La personnalité juridique des robots et la question des accidents leur étant attribués

Le résultat de sortie de certains logiciels embarqués est souvent considéré comme une « décision », en particulier le cas des véhicules autonomes ou des robots pour lesquels les résultats du logiciel conduisent quasi-directement, à la mise en oeuvre des actionneurs.
Mais qui est responsable lorsqu’un outil intelligent ou un robot « prend une décision » inadéquate qui est à l’origine d’un accident ?

La question s’avère délicate surtout quand les dédommagements financiers sont importants. Avant de poursuivre, rappelons que les logiciels d’apprentissage profond ont tendance à devenir de véritables boîtes noires, car ils réutilisent des programmes écrits, améliorés et validés par des équipes de concepteurs et programmeurs auxquelles succèdent d’autres programmeurs qui utilisent des packages intermédiaires puis d’autres qui intègrent ces derniers dans l’outil final.
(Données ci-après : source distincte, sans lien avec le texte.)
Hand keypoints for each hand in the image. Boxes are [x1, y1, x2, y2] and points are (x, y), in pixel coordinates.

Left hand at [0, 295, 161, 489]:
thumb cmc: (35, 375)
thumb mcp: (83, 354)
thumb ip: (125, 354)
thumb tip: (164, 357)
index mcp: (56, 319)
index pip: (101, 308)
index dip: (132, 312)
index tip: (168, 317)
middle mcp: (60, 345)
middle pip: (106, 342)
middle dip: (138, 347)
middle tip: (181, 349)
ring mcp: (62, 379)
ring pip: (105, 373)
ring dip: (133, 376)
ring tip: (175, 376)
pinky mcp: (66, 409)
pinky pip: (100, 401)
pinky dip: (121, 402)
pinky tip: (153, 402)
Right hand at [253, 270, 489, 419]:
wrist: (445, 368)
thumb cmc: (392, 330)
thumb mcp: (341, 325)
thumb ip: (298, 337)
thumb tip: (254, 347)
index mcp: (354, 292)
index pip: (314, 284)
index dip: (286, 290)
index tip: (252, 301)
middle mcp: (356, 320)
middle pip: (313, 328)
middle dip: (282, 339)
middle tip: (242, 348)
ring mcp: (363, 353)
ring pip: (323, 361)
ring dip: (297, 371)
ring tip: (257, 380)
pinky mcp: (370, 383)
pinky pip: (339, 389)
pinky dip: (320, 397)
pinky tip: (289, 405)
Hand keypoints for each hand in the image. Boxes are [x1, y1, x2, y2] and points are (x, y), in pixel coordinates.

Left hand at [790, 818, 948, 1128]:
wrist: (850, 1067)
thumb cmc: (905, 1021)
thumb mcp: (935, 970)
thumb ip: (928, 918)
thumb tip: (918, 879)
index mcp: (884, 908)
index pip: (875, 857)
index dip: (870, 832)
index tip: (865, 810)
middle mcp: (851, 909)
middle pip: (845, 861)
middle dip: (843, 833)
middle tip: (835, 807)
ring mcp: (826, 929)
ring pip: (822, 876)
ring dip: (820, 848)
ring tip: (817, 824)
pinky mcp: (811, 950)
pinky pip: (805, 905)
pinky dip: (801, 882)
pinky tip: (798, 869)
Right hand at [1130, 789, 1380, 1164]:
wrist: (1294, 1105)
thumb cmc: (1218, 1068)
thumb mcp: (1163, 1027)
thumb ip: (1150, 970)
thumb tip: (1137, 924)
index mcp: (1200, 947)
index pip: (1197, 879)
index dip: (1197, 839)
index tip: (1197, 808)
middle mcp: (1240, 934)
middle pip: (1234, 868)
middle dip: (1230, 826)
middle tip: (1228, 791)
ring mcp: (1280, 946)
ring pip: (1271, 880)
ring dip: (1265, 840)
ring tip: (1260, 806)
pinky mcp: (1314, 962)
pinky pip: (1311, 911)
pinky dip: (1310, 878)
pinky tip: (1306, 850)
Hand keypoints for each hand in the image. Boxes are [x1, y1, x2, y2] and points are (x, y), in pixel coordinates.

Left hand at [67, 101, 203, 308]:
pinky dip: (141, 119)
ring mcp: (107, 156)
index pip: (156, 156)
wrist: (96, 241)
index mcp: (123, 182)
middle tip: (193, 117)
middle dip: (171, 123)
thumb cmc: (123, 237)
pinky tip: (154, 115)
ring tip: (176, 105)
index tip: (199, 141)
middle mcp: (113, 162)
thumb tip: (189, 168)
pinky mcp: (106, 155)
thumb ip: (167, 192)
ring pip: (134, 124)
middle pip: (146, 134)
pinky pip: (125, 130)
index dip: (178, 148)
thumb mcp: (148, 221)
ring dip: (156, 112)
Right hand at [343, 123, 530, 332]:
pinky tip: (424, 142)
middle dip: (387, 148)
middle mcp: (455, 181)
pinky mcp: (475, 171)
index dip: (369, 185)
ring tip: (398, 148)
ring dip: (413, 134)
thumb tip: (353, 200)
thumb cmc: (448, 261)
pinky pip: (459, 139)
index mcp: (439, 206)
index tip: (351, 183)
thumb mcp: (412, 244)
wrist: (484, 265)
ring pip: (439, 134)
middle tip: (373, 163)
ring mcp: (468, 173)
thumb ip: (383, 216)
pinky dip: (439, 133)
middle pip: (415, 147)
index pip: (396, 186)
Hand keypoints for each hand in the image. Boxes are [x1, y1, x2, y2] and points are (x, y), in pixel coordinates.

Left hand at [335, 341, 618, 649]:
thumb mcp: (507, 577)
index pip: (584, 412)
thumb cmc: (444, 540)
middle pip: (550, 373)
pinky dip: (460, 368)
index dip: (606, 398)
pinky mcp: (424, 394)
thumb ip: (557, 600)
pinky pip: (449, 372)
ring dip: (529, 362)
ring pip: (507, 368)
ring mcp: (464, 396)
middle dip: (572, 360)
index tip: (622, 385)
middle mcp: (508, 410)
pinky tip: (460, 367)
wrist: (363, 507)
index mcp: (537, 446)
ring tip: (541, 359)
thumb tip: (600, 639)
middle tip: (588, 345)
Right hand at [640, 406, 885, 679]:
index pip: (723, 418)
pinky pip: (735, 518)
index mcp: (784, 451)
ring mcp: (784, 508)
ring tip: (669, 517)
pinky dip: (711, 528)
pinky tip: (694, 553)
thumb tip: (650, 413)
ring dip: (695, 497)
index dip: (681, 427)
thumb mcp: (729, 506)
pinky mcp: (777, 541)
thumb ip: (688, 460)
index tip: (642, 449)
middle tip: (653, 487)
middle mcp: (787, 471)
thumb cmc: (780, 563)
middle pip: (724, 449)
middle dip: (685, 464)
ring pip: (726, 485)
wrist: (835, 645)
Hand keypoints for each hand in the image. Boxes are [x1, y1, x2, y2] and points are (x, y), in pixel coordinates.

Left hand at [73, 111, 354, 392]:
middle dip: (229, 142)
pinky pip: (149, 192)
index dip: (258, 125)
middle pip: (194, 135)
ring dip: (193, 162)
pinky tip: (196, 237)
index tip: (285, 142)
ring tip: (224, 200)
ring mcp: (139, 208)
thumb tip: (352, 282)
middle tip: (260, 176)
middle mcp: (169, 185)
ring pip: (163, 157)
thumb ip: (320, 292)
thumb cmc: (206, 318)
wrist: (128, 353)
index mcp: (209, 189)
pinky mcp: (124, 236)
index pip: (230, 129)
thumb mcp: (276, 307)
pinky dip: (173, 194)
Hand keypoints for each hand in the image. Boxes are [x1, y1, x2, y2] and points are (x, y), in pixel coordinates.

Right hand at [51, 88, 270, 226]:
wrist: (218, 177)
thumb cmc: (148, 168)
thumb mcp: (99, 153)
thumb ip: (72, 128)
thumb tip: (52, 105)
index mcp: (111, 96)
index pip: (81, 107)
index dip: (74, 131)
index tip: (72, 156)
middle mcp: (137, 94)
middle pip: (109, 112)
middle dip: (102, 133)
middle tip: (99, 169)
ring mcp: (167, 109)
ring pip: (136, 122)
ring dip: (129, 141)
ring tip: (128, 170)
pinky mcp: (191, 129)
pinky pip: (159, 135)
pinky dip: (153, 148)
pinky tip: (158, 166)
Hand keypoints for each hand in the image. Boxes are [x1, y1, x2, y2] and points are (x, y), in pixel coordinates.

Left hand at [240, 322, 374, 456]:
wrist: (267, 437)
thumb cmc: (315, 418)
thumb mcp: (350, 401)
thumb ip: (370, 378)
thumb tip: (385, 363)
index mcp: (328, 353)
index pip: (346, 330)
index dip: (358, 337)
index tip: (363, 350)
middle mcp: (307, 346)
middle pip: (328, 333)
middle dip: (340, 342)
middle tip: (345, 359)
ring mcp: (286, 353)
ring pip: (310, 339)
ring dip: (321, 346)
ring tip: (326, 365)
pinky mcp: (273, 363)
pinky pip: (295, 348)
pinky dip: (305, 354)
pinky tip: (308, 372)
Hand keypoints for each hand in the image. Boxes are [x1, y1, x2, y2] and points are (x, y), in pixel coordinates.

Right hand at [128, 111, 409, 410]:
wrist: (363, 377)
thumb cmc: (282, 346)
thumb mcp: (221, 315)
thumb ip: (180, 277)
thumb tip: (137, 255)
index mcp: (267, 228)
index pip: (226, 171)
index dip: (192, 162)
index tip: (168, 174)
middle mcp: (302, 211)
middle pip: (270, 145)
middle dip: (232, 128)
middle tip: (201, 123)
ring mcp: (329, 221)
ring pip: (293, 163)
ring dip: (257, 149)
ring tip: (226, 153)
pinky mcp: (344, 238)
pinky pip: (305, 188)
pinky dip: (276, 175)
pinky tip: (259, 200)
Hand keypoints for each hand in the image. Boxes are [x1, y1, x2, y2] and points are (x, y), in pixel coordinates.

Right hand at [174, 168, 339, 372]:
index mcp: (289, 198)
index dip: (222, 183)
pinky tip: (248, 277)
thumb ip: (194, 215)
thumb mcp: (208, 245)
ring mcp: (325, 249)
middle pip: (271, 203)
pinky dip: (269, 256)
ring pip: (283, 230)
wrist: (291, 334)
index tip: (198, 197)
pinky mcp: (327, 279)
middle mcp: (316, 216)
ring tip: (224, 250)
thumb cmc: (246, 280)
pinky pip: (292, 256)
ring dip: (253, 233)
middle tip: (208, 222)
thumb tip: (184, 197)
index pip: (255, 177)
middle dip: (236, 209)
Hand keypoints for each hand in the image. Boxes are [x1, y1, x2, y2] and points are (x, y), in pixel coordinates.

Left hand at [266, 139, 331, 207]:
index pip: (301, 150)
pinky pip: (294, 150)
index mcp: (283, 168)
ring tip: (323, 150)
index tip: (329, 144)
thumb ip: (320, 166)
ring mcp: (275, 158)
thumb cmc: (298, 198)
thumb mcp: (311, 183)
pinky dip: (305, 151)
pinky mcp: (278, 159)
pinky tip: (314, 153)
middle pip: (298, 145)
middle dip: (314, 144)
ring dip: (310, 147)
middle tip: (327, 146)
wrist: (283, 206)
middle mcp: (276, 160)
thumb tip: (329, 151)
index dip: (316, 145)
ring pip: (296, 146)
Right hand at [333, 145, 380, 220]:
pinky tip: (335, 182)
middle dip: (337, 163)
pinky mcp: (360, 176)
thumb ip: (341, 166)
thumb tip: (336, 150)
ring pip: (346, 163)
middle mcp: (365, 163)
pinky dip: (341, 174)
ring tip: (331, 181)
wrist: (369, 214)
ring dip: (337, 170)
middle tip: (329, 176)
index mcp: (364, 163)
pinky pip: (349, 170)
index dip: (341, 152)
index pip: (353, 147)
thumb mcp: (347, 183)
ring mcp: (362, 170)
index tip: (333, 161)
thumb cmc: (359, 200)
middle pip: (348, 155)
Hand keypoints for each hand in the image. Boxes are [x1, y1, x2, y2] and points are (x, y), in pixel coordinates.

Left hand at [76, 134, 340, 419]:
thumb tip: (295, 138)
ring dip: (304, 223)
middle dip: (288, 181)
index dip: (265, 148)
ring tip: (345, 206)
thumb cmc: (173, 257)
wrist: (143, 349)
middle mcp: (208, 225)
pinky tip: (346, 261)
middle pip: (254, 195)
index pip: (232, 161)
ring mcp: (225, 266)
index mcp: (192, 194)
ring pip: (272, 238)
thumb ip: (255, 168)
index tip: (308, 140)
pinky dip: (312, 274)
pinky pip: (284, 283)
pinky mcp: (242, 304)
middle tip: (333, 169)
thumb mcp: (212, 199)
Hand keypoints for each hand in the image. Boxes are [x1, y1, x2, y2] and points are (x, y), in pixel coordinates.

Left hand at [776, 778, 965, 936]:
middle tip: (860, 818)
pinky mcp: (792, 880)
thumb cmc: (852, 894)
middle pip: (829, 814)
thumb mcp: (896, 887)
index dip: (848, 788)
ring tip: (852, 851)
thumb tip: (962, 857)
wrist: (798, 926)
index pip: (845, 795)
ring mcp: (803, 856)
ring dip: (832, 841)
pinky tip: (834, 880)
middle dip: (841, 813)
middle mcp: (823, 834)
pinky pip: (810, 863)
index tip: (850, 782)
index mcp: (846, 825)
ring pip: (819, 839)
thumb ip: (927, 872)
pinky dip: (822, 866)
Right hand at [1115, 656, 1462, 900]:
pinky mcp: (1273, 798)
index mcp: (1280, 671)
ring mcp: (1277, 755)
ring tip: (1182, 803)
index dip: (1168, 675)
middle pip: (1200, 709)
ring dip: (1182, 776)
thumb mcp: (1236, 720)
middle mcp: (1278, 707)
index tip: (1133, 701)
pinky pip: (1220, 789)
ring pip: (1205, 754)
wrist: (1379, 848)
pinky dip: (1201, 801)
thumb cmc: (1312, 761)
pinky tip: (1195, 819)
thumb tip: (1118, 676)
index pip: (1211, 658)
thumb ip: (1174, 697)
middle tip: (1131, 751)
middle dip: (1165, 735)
Il convient donc de bien comprendre comment s’opère l’empilement de ces différentes couches. On voit que pour chaque logiciel, il y a un grand nombre de parties prenantes qui communiquent entre elles, mais qui souvent s’ignorent. Etant supposé que les précautions concernant la conception et l’initialisation des logiciels sont respectées, qui donc va être responsable d’une erreur ou d’un accident son opérateur, son concepteur, ceux qui ont fourni les données, celui qui a configuré le robot, etc… ?
Pour contourner la difficulté, certains ont proposé un concept nouveau, celui de la « personnalité juridique des robots ». Les tenants de cette position notent que les robots sont aujourd’hui conçus pour apprendre de leur expérience ; et ils postulent que les capacités d’adaptation et d’apprentissage « entraînent une certaine part d’imprévisibilité dans leur comportement [… et que, pour la prochaine génération], les robots tireront, de manière autonome, des enseignements de leurs expériences, variables de l’un à l’autre, et interagiront avec leur environnement de manière unique et imprévisible » (Cf. la résolution « concernant des règles de droit civil sur la robotique » adoptée en février 2017 par Parlement européen, heureusement rejetée par la Commission Européenne). Ils considèrent que :
« Dans l’hypothèse où un robot puisse prendre des décisions de manière autonome, les règles habituelles ne suffiraient pas à établir la responsabilité du robot, puisqu’elles ne permettraient pas de déterminer quelle est la partie responsable, [ce qui est nécessaire] pour le versement des dommages et intérêts ».
Ainsi, en cas de défaillance ou en cas d’accident causé par un robot, il faudrait désigner le robot lui-même comme responsable et faire payer l’indemnisation par l’assurance de ce robot ; celle-ci aurait été prise par exemple au moment de sa vente par exemple par un consortium incluant son concepteur et son data intégrateur (mais les Etats pourraient être mis à contribution !!).
Le problème est le suivant : quand il y a un accident ou un défaut, c’est parce qu’il y a eu une défaillance soit de l’utilisateur, soit du programmeur, soit de celui qui a fait l’interface entre la machine et l’environnement, soit de celui qui a fabriqué le capteur ou qui l’a installé, etc. En fait, les promoteurs du concept évoqué ci-dessus veulent évacuer le problème. Pour eux, si on disait que le robot est responsable, cela éviterait de départager les responsabilités des différents intervenants ; et la mise en place d’un système d’assurance collective des robots permettrait de lever des réticences des utilisateurs face à une utilisation massive (et cela favoriserait aussi l’industrie robotique).
Mais cette solution de facilité évacuerait la responsabilité des individus et relâcherait tous les travaux de validation des logiciels et les étapes – forcément fastidieuses – de vérification de l’utilisation des logiciels. Cela reviendrait à généraliser à des domaines sensibles et vitaux pour les individus la pratique courante de mise à disposition de version test de logiciel grand public qui n’ont pas encore été testés dans toutes leurs configurations. Certes il peut être acceptable de proposer à un utilisateur averti d’utiliser un logiciel non encore validé quand ce dernier est la seule victime potentielle de l’erreur du logiciel, mais une telle pratique n’est plus acceptable quand il peut y avoir des victimes extérieures qui ne sont pas utilisateur averti du logiciel.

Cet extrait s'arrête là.